__Your instructions__
Find the word "Библиотечная" in the listing below, then return every line it appears in.

__Exercise input__
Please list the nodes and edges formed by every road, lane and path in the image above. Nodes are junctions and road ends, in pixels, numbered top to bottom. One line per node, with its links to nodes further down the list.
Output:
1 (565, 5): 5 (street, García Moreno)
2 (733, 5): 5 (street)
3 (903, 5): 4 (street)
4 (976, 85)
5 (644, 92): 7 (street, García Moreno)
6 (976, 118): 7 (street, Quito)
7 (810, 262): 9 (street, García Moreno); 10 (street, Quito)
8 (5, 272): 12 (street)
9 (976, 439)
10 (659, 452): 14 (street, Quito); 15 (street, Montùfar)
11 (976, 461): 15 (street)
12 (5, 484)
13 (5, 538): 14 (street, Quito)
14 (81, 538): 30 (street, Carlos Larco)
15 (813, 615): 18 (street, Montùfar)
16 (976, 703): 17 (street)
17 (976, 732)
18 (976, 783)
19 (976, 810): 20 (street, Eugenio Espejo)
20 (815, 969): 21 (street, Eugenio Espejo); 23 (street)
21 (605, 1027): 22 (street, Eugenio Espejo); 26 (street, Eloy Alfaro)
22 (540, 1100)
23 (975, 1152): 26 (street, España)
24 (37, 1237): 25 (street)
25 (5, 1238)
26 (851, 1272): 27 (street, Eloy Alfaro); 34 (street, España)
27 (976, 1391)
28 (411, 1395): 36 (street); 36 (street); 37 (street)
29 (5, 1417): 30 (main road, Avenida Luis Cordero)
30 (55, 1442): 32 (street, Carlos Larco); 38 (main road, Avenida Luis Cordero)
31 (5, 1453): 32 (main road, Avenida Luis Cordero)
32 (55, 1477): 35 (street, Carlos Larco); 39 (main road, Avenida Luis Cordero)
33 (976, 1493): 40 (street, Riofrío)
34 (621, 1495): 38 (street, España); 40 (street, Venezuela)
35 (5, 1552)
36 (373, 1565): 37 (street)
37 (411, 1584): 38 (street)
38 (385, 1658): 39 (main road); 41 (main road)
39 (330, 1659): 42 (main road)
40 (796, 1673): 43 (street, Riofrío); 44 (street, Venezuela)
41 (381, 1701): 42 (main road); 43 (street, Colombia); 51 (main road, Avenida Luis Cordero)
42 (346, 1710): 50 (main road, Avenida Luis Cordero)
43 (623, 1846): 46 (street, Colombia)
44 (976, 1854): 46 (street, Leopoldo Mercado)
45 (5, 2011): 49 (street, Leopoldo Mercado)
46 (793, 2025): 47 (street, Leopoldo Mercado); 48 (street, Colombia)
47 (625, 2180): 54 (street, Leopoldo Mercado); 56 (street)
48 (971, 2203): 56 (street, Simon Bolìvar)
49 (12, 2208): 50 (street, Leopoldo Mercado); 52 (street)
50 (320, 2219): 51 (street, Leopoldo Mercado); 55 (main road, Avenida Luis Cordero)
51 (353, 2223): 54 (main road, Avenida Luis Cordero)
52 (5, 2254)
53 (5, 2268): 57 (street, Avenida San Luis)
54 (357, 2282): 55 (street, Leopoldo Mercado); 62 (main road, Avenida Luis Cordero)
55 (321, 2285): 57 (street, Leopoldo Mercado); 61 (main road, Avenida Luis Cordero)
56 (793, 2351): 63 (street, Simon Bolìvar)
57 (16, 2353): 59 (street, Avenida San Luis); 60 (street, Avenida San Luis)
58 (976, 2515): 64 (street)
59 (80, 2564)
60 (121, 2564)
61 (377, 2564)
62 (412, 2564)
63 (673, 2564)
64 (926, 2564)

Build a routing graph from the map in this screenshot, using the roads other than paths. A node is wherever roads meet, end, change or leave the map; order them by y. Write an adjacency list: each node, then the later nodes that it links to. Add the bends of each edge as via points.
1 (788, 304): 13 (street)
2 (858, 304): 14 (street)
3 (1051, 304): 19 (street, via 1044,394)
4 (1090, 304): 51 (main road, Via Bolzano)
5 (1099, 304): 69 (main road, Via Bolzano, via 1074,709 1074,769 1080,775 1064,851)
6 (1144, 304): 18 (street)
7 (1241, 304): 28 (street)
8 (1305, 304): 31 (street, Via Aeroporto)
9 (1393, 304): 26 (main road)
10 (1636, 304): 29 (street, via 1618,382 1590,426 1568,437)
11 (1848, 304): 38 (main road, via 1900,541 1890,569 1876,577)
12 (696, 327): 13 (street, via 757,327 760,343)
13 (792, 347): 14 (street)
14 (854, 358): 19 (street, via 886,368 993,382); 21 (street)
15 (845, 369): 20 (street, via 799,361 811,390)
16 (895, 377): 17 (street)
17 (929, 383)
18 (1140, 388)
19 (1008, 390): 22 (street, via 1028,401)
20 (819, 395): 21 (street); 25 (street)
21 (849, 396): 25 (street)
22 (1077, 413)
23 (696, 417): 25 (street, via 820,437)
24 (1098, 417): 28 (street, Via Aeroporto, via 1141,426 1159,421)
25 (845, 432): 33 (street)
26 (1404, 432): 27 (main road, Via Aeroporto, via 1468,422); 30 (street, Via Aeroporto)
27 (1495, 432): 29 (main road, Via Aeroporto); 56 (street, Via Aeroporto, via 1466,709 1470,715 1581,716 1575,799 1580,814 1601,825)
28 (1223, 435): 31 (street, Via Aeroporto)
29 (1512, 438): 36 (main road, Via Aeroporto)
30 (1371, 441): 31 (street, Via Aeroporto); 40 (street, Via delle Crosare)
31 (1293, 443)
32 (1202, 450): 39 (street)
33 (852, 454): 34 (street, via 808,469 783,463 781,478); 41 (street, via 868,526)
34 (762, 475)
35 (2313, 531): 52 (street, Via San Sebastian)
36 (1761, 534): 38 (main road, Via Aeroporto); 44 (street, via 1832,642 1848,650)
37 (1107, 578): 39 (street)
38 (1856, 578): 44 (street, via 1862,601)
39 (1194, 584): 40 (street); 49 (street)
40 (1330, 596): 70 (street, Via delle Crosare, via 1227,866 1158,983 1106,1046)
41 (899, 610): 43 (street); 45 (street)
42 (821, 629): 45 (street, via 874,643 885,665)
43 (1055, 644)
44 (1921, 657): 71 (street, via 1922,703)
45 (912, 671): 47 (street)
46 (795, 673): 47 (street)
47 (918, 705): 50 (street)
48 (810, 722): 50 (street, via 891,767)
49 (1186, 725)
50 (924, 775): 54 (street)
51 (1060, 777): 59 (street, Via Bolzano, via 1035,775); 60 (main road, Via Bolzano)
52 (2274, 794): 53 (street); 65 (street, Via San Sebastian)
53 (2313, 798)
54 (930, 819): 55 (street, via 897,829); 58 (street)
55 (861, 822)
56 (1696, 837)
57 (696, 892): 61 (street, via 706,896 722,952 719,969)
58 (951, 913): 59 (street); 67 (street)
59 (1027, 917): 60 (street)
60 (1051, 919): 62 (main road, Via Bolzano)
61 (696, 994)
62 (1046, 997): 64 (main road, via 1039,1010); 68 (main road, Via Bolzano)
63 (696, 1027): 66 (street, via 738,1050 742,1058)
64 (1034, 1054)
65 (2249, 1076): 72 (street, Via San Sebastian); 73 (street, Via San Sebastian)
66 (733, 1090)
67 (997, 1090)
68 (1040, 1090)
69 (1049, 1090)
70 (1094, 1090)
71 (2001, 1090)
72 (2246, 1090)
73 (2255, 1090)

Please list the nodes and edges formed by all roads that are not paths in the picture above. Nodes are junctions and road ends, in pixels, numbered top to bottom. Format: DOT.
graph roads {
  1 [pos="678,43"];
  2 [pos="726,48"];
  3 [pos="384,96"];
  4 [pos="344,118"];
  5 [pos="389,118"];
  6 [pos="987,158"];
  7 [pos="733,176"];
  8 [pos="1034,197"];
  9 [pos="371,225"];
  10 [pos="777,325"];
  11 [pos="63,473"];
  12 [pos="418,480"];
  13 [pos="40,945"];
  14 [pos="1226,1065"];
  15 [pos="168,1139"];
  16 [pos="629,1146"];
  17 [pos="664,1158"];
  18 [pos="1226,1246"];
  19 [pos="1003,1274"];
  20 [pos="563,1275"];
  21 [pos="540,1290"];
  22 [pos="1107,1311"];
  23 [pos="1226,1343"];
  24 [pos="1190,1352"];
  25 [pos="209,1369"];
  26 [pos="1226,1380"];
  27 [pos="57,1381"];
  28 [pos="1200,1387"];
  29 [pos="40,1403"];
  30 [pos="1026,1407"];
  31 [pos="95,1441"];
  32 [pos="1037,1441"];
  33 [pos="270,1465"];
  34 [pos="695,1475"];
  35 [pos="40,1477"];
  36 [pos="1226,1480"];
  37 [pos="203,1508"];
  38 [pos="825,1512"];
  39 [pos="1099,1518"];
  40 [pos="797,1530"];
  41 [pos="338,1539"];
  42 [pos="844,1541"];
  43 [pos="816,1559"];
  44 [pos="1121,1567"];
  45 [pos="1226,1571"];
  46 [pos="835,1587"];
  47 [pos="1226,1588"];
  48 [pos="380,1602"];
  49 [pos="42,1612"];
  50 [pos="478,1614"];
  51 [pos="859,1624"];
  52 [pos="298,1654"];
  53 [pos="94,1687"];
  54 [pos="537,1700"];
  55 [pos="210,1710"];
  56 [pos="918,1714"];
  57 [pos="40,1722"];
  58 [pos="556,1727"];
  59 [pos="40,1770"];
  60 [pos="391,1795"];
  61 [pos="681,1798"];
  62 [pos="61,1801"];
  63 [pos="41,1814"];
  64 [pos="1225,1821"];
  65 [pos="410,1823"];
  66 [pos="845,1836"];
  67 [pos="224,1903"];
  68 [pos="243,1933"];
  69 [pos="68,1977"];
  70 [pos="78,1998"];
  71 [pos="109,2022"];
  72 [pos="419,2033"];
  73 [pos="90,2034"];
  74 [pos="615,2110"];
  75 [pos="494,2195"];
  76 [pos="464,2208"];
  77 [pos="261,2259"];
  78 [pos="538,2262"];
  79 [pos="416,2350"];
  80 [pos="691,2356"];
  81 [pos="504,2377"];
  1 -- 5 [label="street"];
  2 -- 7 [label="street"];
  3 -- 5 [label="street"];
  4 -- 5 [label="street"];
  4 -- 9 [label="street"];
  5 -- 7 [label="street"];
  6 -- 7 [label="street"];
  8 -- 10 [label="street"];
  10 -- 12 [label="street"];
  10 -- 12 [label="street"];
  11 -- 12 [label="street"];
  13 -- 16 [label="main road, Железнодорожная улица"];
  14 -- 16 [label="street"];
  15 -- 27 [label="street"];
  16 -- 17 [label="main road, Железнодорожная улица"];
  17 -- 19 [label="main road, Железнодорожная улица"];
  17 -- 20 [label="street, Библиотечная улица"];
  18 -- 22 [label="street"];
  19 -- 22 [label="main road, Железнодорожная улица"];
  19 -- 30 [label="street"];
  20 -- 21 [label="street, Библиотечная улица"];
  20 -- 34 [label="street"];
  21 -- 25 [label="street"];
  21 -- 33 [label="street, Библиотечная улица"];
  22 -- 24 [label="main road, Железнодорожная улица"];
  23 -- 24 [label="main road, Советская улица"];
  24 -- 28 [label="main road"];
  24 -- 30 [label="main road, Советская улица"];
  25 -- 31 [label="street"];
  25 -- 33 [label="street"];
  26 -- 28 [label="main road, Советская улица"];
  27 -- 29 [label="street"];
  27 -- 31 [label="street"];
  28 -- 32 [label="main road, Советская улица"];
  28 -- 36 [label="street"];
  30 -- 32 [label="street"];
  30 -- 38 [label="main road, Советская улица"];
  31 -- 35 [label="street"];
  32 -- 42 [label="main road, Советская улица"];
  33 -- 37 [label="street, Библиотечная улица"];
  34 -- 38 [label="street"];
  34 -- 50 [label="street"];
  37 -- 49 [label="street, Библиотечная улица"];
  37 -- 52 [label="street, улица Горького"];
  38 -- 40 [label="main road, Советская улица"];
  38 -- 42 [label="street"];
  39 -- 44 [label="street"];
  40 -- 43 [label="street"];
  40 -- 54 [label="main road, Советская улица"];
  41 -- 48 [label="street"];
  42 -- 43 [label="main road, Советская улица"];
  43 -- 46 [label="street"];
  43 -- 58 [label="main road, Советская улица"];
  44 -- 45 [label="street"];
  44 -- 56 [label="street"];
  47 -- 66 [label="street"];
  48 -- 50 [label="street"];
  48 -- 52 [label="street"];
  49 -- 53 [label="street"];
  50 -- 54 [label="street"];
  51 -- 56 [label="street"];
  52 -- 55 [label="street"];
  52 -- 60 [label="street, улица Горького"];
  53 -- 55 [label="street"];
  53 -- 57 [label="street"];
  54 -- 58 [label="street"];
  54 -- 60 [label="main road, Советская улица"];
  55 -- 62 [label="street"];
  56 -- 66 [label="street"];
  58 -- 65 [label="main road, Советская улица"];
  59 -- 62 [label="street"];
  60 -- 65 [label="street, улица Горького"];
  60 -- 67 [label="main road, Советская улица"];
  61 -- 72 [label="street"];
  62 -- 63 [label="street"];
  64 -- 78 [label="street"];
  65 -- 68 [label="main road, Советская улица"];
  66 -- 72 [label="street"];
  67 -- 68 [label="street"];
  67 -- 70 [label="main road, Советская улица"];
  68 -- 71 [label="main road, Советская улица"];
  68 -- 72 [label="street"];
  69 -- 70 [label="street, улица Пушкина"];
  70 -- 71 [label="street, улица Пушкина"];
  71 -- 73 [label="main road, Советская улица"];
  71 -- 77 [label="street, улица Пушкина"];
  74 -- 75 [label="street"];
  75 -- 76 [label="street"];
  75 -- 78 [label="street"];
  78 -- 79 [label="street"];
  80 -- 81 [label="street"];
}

__Solution__
  17 -- 20 [label="street, Библиотечная улица"];
  20 -- 21 [label="street, Библиотечная улица"];
  21 -- 33 [label="street, Библиотечная улица"];
  33 -- 37 [label="street, Библиотечная улица"];
  37 -- 49 [label="street, Библиотечная улица"];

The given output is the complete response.